Beranda Agama Kisah Teladan Rasulullah terhadap Orang-Orang Kafir

Kisah Teladan Rasulullah terhadap Orang-Orang Kafir

Wasiat sedekah Rasulullah kepada Ali bin Abi Thalib
Rasulullah Muhammad SAW
Nabi Muhammad SAW adalah teladan akhlak mulia.
Rasulullah Muhammad SAW

Keprisatu.com – Nabi Muhammad SAW adalah teladan akhlak mulia. Hal itu terlihat ketika Rasulullah tetap mendoakan orang yang memusuhinya, menghormati jenazah orang Yahudi, bahkan hendak mensalatkan jenazah orang munafik sebelum Alquran turun menjelaskan larangannya.

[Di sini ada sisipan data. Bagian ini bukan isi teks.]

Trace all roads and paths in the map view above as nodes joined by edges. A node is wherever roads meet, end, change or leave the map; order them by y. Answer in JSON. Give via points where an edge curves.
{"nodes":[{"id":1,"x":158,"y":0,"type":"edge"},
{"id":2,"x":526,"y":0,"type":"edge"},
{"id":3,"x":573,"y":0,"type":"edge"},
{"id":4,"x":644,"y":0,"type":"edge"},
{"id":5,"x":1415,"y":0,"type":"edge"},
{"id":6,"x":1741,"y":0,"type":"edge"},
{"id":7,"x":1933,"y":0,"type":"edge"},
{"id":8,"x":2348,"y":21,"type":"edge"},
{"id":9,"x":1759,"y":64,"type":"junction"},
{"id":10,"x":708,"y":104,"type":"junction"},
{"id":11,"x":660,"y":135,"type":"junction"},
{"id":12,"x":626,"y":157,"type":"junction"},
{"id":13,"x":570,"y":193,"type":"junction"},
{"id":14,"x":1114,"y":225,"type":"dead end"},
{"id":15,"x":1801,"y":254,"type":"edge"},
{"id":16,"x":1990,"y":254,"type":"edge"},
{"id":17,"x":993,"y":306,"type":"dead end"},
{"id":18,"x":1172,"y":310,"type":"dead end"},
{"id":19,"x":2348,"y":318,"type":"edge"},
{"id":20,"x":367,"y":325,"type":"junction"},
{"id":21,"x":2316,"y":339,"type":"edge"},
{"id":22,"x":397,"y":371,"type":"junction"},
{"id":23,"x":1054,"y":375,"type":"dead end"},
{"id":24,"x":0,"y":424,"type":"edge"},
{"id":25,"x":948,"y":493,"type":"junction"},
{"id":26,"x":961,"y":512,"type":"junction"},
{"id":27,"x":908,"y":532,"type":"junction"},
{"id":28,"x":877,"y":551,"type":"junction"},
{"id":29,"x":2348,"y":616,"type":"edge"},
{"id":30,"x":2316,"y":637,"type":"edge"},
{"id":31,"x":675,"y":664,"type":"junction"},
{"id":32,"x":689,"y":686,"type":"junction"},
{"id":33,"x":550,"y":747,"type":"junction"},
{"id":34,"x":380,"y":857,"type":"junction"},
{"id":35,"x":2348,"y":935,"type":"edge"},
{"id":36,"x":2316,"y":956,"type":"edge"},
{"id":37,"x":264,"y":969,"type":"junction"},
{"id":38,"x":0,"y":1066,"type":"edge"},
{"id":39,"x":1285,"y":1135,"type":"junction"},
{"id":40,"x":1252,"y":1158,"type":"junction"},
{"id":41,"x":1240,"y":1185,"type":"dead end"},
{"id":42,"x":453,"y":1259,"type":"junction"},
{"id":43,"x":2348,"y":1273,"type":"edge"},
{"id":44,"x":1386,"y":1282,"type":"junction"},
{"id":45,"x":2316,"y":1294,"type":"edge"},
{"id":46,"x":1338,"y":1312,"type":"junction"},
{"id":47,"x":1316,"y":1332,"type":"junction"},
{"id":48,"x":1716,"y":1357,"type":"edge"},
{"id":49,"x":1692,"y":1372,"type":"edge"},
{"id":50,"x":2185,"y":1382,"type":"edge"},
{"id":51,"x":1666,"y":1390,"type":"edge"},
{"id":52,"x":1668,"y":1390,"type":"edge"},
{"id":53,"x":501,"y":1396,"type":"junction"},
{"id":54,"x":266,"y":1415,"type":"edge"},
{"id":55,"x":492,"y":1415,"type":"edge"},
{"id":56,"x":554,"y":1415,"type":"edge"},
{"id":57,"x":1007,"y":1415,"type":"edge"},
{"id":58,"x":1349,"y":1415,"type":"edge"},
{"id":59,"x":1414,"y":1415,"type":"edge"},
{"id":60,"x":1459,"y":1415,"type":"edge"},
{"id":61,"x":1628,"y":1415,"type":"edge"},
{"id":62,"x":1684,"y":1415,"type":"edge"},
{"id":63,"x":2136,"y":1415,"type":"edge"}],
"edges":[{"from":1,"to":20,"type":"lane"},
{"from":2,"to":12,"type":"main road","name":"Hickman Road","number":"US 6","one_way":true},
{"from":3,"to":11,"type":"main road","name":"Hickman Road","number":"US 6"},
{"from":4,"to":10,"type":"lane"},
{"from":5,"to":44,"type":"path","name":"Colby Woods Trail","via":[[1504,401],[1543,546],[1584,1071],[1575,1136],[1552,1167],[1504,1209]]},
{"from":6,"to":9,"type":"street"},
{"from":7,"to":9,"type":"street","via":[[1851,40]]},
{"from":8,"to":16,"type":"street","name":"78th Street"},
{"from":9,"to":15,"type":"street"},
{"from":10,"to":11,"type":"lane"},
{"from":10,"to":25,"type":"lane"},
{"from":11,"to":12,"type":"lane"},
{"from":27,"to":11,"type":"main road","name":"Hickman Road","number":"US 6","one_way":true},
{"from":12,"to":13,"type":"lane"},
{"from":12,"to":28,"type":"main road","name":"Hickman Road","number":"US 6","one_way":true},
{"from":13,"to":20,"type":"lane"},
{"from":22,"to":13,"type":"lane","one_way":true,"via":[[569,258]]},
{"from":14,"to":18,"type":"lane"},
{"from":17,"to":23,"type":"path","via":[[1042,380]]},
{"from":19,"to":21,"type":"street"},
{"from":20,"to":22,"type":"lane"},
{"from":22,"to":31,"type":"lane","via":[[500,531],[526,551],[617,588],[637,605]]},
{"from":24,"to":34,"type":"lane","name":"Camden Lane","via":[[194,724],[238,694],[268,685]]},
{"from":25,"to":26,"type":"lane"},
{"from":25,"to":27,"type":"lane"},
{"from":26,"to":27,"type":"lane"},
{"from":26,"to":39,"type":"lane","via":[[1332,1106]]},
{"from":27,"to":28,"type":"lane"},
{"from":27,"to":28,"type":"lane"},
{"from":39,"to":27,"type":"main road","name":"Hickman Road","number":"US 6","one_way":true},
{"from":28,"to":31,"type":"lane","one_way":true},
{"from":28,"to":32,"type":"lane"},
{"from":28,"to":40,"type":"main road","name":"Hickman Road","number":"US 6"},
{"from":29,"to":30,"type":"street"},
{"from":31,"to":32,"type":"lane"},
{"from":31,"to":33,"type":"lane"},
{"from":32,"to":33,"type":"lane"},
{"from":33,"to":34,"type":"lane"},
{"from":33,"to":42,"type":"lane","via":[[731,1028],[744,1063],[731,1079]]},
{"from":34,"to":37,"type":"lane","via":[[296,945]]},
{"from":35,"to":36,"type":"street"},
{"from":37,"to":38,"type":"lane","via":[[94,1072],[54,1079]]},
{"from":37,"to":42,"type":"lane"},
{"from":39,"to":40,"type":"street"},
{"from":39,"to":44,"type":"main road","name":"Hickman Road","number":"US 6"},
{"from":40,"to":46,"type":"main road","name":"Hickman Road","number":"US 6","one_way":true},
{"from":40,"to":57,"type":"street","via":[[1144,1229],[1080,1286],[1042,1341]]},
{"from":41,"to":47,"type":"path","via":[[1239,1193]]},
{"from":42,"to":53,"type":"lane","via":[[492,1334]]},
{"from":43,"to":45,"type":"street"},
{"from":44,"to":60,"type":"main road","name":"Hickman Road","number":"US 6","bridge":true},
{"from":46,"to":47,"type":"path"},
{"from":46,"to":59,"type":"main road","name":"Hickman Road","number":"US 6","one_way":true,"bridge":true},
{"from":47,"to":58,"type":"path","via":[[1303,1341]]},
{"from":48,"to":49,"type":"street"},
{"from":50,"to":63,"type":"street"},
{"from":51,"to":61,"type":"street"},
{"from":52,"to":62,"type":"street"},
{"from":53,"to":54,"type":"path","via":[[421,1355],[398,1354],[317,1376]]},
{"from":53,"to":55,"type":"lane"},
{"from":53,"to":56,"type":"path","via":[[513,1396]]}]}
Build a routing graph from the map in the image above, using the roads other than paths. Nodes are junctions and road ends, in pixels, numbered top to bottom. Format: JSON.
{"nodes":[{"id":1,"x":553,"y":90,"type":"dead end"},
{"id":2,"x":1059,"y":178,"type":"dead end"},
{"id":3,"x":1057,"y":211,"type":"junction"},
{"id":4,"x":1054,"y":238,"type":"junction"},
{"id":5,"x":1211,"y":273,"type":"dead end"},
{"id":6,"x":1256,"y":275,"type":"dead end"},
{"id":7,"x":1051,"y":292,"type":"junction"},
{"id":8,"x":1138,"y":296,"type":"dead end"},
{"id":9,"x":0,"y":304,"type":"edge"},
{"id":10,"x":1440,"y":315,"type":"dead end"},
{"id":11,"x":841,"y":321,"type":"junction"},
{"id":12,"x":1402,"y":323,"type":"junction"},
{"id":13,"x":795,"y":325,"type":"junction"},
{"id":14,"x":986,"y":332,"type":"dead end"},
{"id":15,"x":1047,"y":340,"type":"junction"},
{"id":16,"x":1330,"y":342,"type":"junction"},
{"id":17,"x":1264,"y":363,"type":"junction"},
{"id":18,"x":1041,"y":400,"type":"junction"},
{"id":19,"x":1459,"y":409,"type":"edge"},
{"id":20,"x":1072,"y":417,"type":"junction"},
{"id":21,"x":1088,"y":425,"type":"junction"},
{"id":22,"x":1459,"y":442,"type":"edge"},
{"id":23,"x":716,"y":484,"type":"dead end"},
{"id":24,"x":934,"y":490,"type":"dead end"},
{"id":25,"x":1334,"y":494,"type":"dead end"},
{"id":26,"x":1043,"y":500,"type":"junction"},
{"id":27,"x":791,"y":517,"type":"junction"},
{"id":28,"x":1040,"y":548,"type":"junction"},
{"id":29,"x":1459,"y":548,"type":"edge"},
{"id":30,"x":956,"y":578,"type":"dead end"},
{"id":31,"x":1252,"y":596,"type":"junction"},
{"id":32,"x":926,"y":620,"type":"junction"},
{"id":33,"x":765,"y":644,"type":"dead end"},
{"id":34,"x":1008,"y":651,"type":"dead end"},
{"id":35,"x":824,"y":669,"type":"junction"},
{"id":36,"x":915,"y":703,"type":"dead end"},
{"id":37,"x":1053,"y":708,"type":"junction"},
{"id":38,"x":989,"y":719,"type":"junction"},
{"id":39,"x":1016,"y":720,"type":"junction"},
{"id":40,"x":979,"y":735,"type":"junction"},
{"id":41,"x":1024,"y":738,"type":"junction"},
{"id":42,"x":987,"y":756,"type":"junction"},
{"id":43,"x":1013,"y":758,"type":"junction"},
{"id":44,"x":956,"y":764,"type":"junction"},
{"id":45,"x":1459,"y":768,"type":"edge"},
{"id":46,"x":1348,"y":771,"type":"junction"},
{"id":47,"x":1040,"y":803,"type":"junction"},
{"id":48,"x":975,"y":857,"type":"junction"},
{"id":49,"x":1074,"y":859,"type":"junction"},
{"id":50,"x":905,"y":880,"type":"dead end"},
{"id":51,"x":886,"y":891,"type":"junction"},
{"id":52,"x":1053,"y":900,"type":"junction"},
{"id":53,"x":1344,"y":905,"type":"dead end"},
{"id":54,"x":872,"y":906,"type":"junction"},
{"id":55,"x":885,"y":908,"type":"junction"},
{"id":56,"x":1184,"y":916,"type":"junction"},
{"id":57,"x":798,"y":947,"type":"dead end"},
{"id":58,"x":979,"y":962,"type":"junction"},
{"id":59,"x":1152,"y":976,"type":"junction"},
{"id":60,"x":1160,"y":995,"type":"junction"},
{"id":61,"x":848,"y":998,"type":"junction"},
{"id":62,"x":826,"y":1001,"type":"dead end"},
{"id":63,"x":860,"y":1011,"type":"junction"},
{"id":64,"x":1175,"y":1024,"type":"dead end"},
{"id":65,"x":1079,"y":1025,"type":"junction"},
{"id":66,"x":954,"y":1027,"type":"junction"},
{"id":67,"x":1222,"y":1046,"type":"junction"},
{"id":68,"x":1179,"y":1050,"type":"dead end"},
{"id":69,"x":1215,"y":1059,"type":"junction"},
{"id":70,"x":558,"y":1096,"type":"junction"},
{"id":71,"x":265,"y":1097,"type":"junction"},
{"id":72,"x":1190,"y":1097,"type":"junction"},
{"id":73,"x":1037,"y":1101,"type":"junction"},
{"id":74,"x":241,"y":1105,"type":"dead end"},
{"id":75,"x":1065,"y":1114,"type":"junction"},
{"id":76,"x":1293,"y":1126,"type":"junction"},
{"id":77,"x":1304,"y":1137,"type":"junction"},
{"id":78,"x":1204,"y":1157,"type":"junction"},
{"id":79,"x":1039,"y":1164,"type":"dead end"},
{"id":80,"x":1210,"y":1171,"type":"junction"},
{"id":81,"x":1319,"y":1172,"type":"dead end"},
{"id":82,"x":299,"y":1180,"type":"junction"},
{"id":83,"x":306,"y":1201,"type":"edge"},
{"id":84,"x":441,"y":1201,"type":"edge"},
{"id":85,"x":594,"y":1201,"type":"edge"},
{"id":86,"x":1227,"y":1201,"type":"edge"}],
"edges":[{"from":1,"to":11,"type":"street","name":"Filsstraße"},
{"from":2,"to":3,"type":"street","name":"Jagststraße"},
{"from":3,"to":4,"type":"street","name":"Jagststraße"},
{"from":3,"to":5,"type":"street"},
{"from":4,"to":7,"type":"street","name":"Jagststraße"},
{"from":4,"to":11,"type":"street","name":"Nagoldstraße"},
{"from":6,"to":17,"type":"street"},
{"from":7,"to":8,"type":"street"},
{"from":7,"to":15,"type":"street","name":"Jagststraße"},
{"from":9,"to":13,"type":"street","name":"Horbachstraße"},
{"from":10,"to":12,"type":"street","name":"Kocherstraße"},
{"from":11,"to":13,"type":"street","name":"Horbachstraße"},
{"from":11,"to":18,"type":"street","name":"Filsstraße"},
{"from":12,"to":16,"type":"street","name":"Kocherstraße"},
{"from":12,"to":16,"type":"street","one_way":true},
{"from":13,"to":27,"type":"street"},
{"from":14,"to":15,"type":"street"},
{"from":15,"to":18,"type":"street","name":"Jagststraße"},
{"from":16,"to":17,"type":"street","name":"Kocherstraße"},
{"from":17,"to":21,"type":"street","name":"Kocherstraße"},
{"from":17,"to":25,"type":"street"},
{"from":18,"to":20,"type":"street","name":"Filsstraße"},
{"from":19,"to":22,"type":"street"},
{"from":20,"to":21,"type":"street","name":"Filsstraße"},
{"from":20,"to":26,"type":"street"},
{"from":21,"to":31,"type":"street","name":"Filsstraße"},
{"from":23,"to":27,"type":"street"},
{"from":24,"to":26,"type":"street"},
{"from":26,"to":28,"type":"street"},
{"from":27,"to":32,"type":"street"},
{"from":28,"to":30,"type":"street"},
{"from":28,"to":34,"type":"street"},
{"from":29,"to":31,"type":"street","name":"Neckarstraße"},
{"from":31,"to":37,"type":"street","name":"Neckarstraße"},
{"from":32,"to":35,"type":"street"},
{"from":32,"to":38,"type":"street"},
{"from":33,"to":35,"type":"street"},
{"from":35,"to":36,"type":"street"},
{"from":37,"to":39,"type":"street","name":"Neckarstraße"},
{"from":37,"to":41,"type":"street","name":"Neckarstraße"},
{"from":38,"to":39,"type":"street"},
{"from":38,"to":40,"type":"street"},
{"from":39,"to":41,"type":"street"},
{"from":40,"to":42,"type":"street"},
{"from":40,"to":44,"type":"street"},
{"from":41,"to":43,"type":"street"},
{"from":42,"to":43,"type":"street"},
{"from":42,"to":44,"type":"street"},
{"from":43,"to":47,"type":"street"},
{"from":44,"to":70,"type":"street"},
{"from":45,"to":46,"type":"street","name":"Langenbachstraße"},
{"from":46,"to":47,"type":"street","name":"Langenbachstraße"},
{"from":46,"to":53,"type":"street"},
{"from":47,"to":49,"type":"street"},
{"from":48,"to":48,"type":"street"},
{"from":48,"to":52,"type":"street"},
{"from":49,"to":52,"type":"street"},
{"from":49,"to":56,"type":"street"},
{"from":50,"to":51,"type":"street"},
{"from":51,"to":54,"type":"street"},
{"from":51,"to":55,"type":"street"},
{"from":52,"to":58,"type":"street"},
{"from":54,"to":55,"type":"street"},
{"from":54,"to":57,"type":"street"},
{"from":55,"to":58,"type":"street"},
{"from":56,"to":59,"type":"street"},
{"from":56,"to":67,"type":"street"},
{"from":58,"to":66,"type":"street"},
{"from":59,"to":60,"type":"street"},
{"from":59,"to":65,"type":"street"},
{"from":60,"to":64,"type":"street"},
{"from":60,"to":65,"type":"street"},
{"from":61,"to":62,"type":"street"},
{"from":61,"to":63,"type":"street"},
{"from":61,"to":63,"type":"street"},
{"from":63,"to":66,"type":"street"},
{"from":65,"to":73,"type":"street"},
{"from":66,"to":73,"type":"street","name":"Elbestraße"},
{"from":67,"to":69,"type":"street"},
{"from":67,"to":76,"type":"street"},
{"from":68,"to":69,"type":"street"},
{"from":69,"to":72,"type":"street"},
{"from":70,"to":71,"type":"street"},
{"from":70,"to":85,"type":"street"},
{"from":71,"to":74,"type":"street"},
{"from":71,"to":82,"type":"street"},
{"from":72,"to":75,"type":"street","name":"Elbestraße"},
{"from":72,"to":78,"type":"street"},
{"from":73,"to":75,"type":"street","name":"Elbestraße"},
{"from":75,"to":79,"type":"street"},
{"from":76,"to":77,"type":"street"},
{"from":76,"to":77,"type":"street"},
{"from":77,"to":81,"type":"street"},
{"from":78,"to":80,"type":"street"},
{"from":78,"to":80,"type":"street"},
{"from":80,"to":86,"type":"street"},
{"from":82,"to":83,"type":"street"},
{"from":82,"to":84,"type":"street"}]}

Kasih sayang itu juga terlihat ketika beliau berhijrah dengan berjalan kaki menuju Thaif. Di kota itu, Rasul tinggal bersama Zaid bin Harisah selama 10 hari. Di sanalah muncul optimisme masyarakat setempat akan menerima dakwah Islam.

Nabi bertatap muka dengan pembesar Bani Tsaqif: Abdi Talel, Khubaib dan Mas’ud. Kepada mereka kekasih Allah ini mengenalkan tauhid.

Begitu tragis, utusan Allah ini justru menjadi target pelecehan, penghinaan, umpatan, mereka meluapkannya dengan kata-kata kotor. Rasul terkena lemparan batu hingga terluka.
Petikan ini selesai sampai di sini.